Readers of this blog have doubtless become familiar, over the last several days, with the name John Bolton. Mr. Bolton is President Bush's nominee to the post of U.S. ambassador to the United Nations, and he appears to be a rather bad man. He also personifies the go-it-alone, we've-got-all-the-toys-so-shut-up modus operandi of the Bush administration, only with attitude. (For a little context here, consider how Rodney Dangerfield once characterized his nabe: "I come from a neighborhood so tough that Bella Abzug was the Avon lady.")

For a vigorous discussion of how the Democrats should handle the thorny topic of Bolton's confirmation hearings, go to Steve Clemons' The Washington Note. Here's Clemons:

No Bush diplomatic nominee has ever been uniformly opposed by Democrats on the Senate Foreign Relations Committee. The fact is moderate Republicans despise Bolton as well -- they do. Party tectonics are complicating them voting their conscience -- but Bolton is not only a despicable choice for this job, but he is more beatable than various other bad choices that progressives and centrists might want to contest.

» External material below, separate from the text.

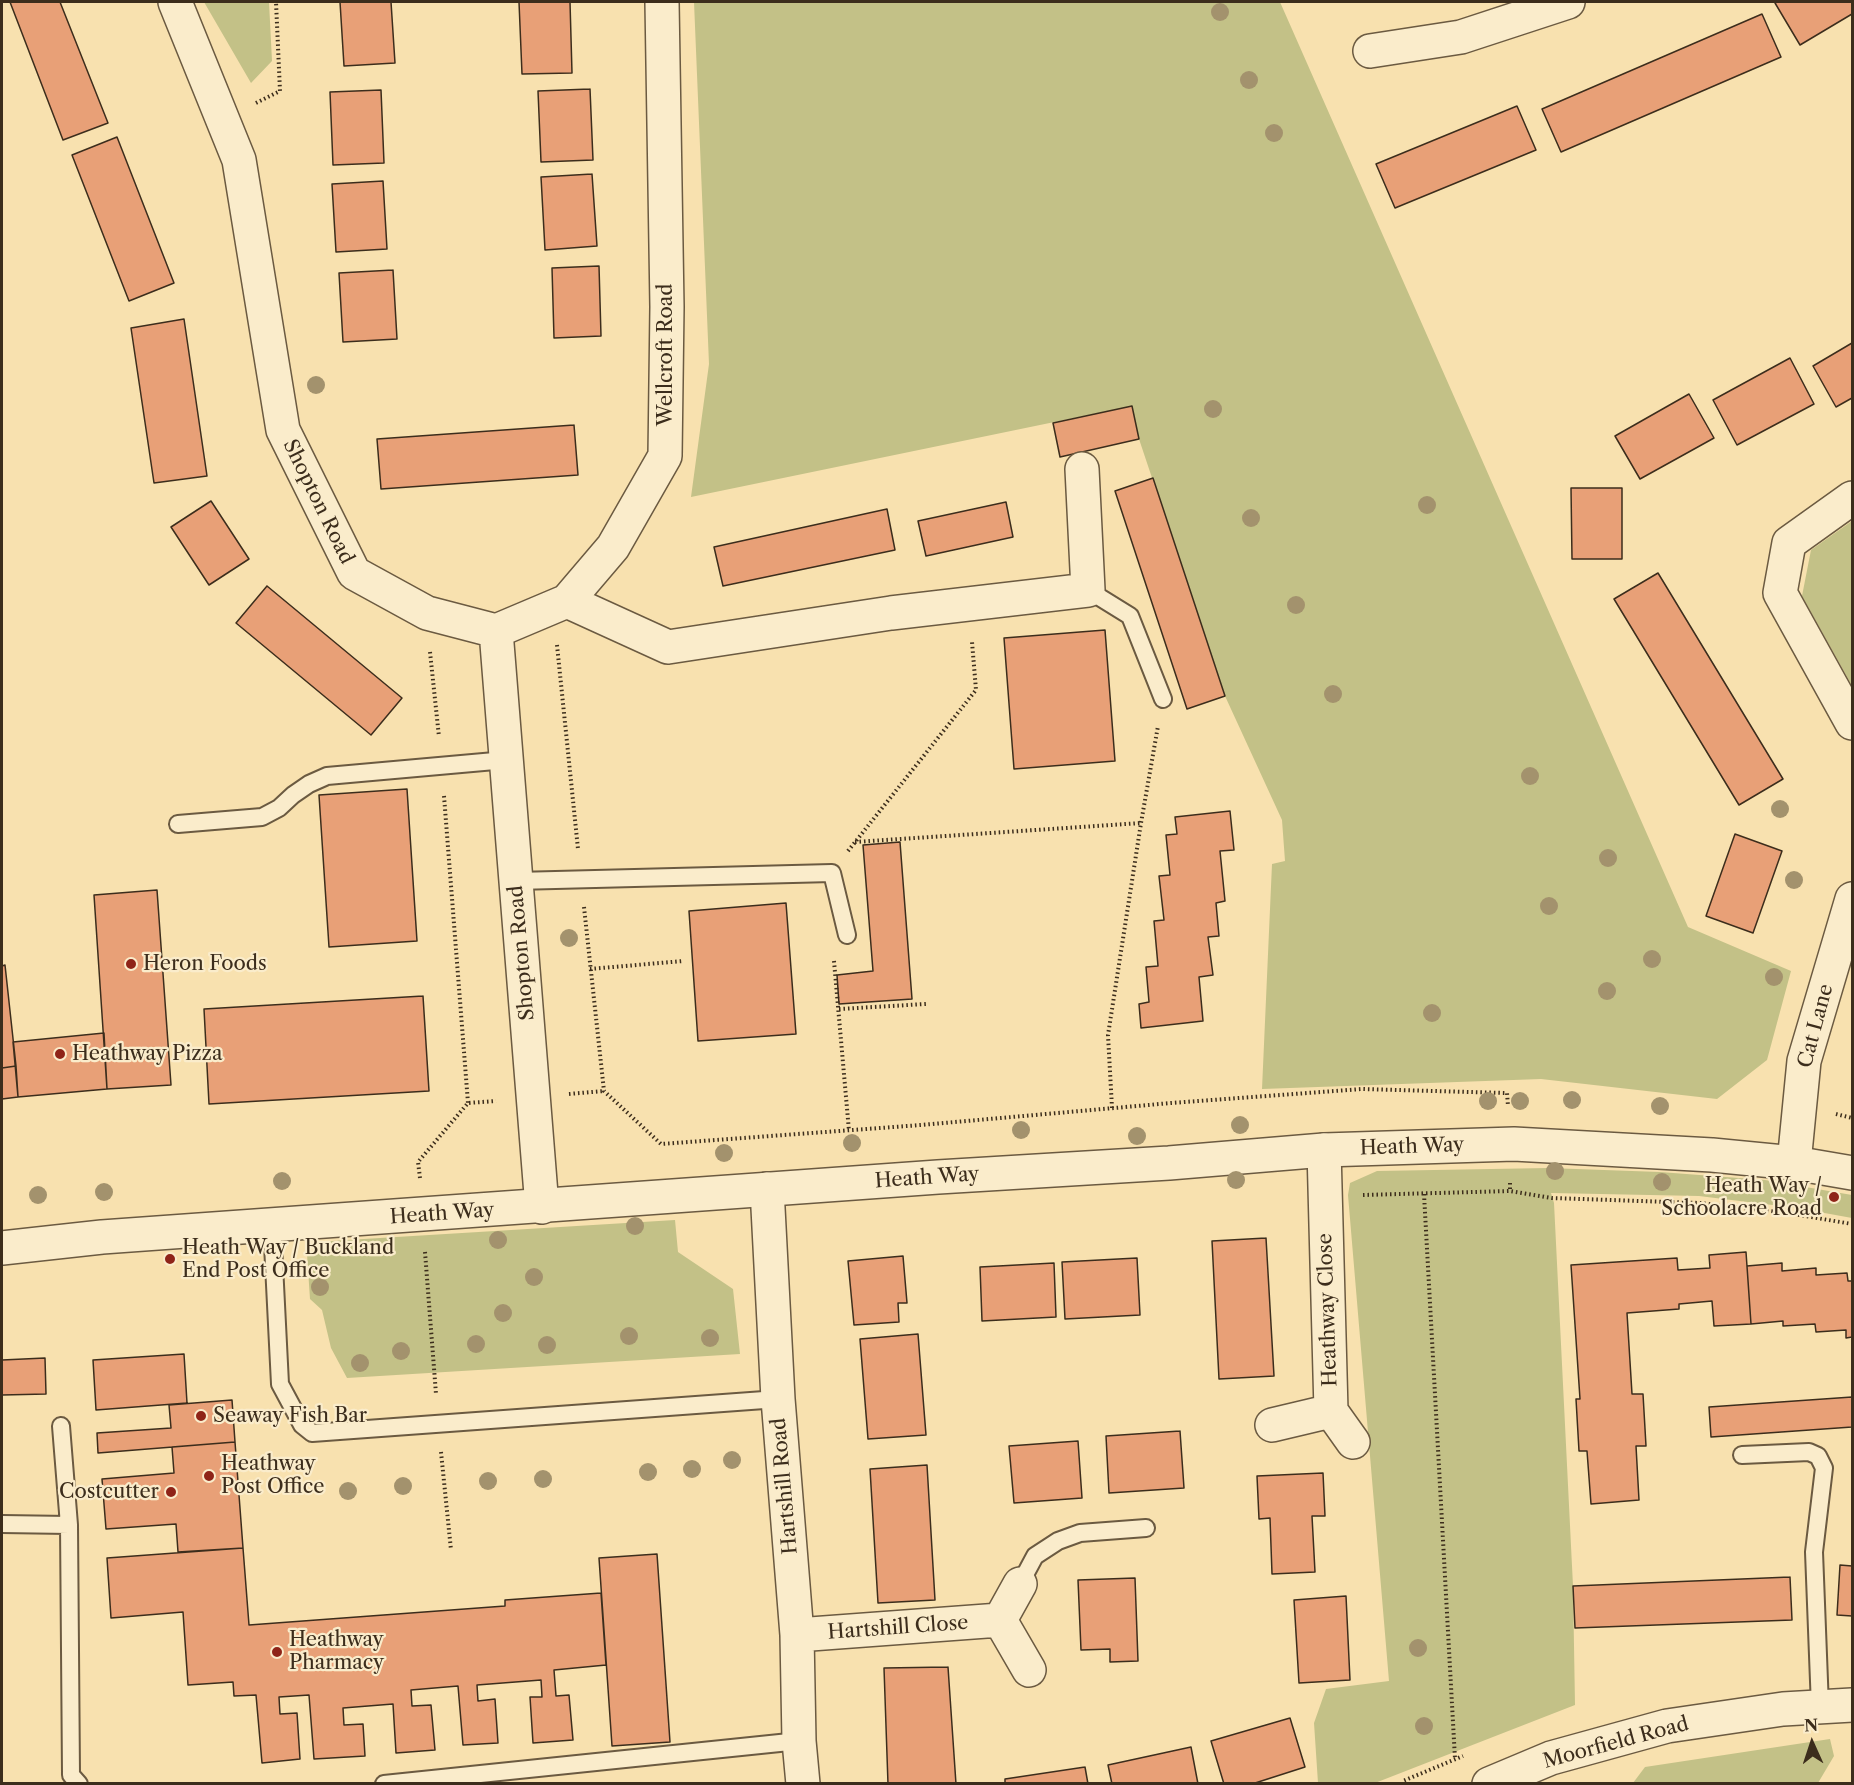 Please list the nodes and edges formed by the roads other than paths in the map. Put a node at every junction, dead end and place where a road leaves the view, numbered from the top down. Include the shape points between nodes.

Voting for Bolton is a vote against American interests. I am generally a subscriber to ethical realism if you want to give it a name. And Bolton is the antithesis of most of what I believe is in the hard-core, unsentimental interests of the United States.

Here your cybertrix shares a little tip: She came upon the Clemons piece via LiberalOasis, which is quite the must-read for aficionados of the blogosphere.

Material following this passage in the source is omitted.